Cannabis beverage sales in regulated markets grew 78% year over year in 2025, outpacing every other category by a factor of three, according to BDSA data cited by Green Rush News. Combined regulated and hemp-derived sales approached $4 billion annually by early 2026.

Photo: Amy Beth Bennett/South Florida Sun Sentinel/TNS/Newscom
Amigos cannabis-infused cocktails and sodas in 10mg and 50mg THC doses per can are shown in the warehouse at Funky Buddha Brewery in Oakland Park, Fla., on Thursday, April 16, 2026.
These drinks skew older, aged 35 to 55, and slightly more affluent than the typical dispensary shopper. Over 40% had not bought any cannabis product in the prior year before trying a THC drink.
And 4 in 5 beverage consumers report cutting their alcohol intake.
The appeal is the ritual. A can to open, a drink to sip, no need to identify as a cannabis user. For the consumer who never liked smoking, beverages, edibles, and other consumption methods lower the barrier.
The lab evidence is early but real
A Brown University study in November 2025 offered the first controlled experimental evidence of substitution.[4]
Participants given cannabis at 3.1% THC drank 19% less alcohol. At 7.2% THC, alcohol intake fell 27%.
The researchers were cautious. They said cannabis "may reduce alcohol consumption in the lab, but more study is warranted before cannabis can be considered a tool to help people cut back or stop drinking altogether."

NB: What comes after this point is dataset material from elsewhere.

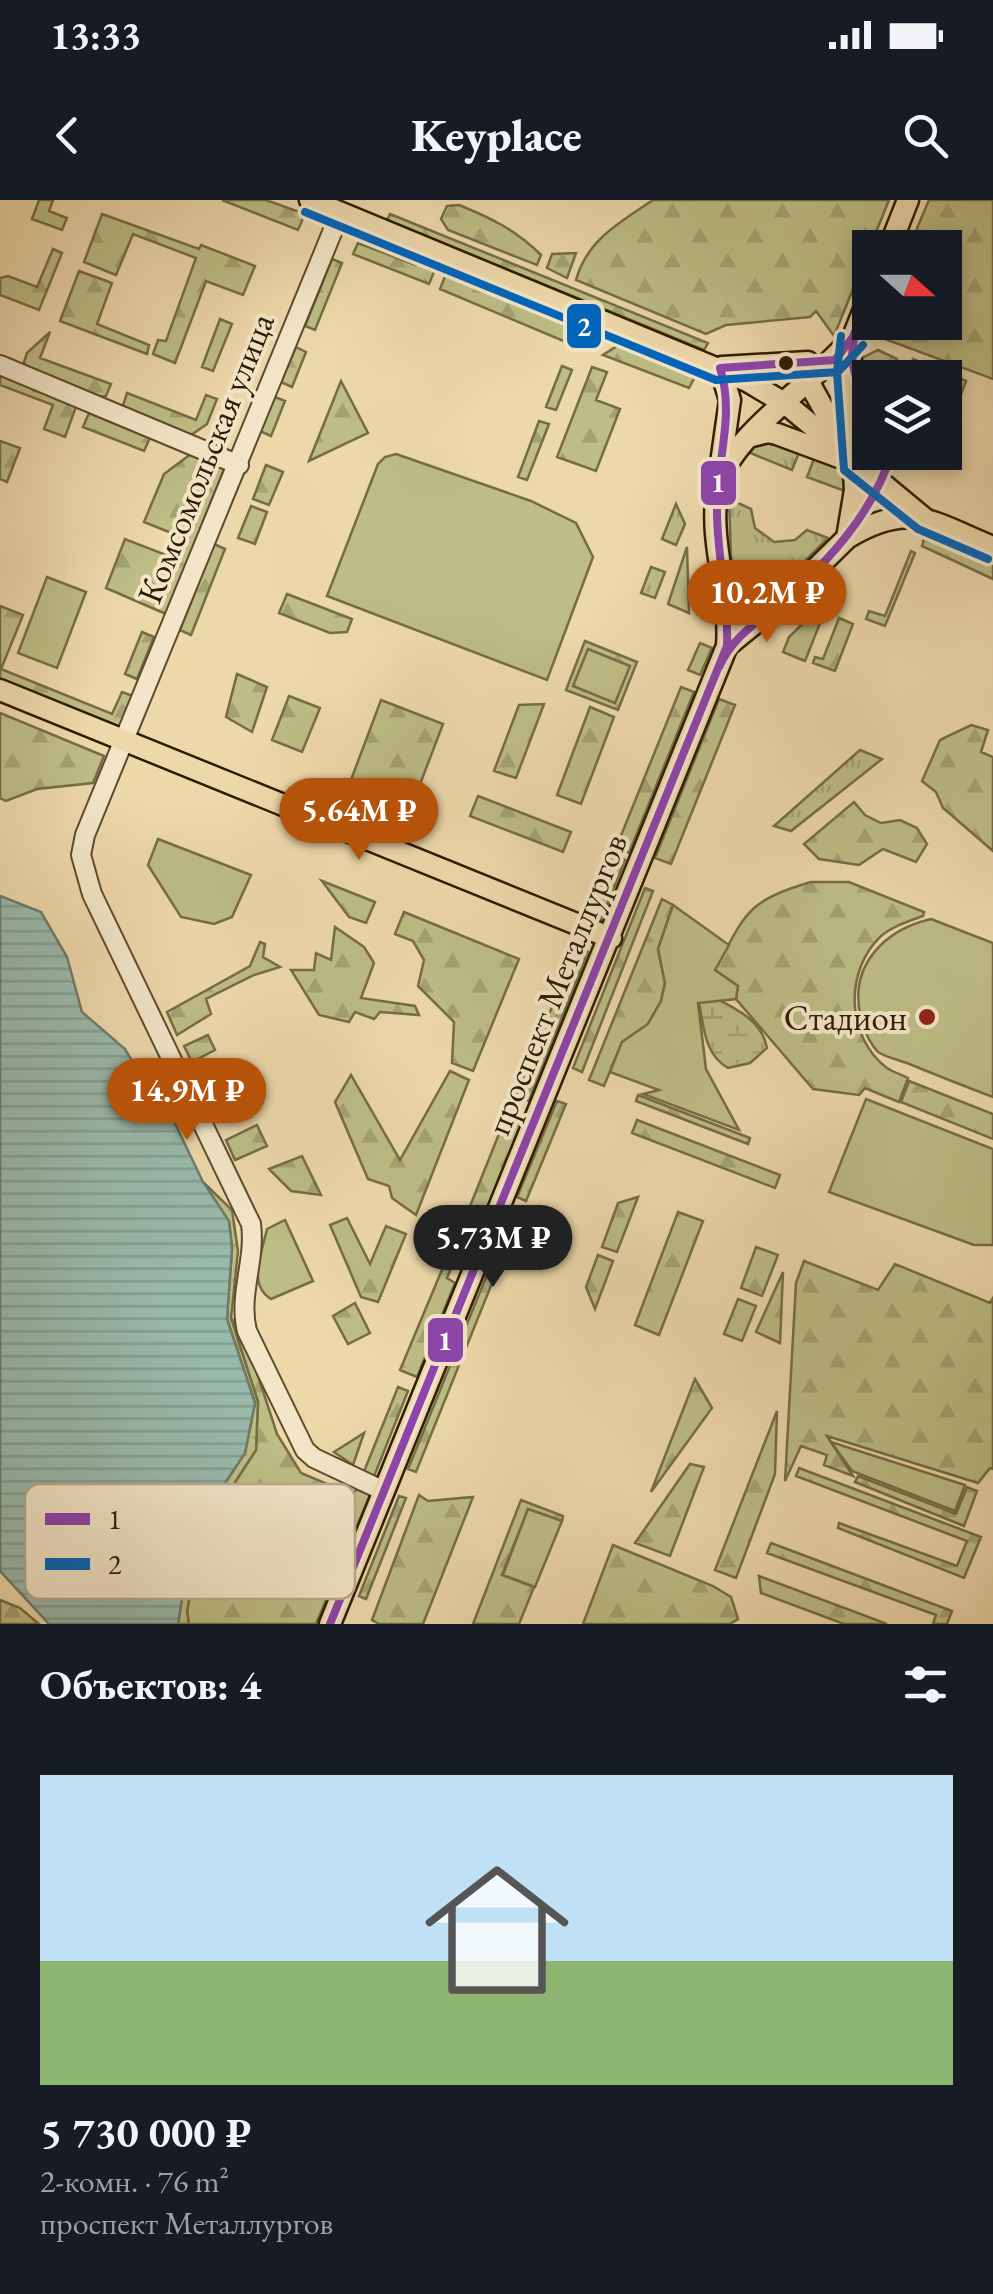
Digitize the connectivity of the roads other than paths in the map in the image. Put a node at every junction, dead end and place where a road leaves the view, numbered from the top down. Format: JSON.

A real caveat: no one surveyed dads directly
No published survey asks fathers whether they swapped beer for cannabis. This story is built from converging data, not a single finding.
Gallup itself pushed back on a simple substitution story, noting that marijuana use "has been fairly steady over the past four years and thus doesn't appear to be a factor in people choosing not to drink alcohol" at the population level. That caveat may not capture the THC beverage boom, but it is worth holding in mind.
The health picture is not one-sided
Cannabis avoids alcohol's acute toxicity and calories. It is not risk-free.
SAMHSA notes that roughly 1 in 10 cannabis users develop an addiction, rising to 1 in 6 for those who start before age 18. Marijuana use disorder is rising among adults 26 and older, now affecting 20 million Americans.
There is a household dimension too. NIH-funded research found over 6 million US children live with a parent who has cannabis use disorder.
And kids notice. A Washington State University study of teens aged 13 to 17 found 32% believed their father used cannabis[5], versus 25% for their mother. Closeness to a cannabis-using parent raised a teen's own favorable attitudes toward use.
What this means for you
If you are part of the dad demographic and curious about swapping a nightcap for cannabis, you are not alone. The data shows your peers making the same move.
But "healthier than alcohol" does not mean "harmless." Daily use carries real addiction and mental health risks, and your kids are watching more closely than you think. Treat it the way you would treat drinking around the house.
What happens next
A regulatory cloud hangs over the THC drink boom. A federal redefinition of hemp, closing the 2018 Farm Bill loophole, is set to take effect November 12, 2026, and could restrict the hemp-derived beverages sold nationwide.
Bills from Sen. Rand Paul, Sen. Ron Wyden, and Sen. Jeff Merkley aim to preserve access, some with new rules like a 5mg per serving cap and a 21-and-over age gate. How that fight resolves will decide whether the can in dad's hand stays on the shelf.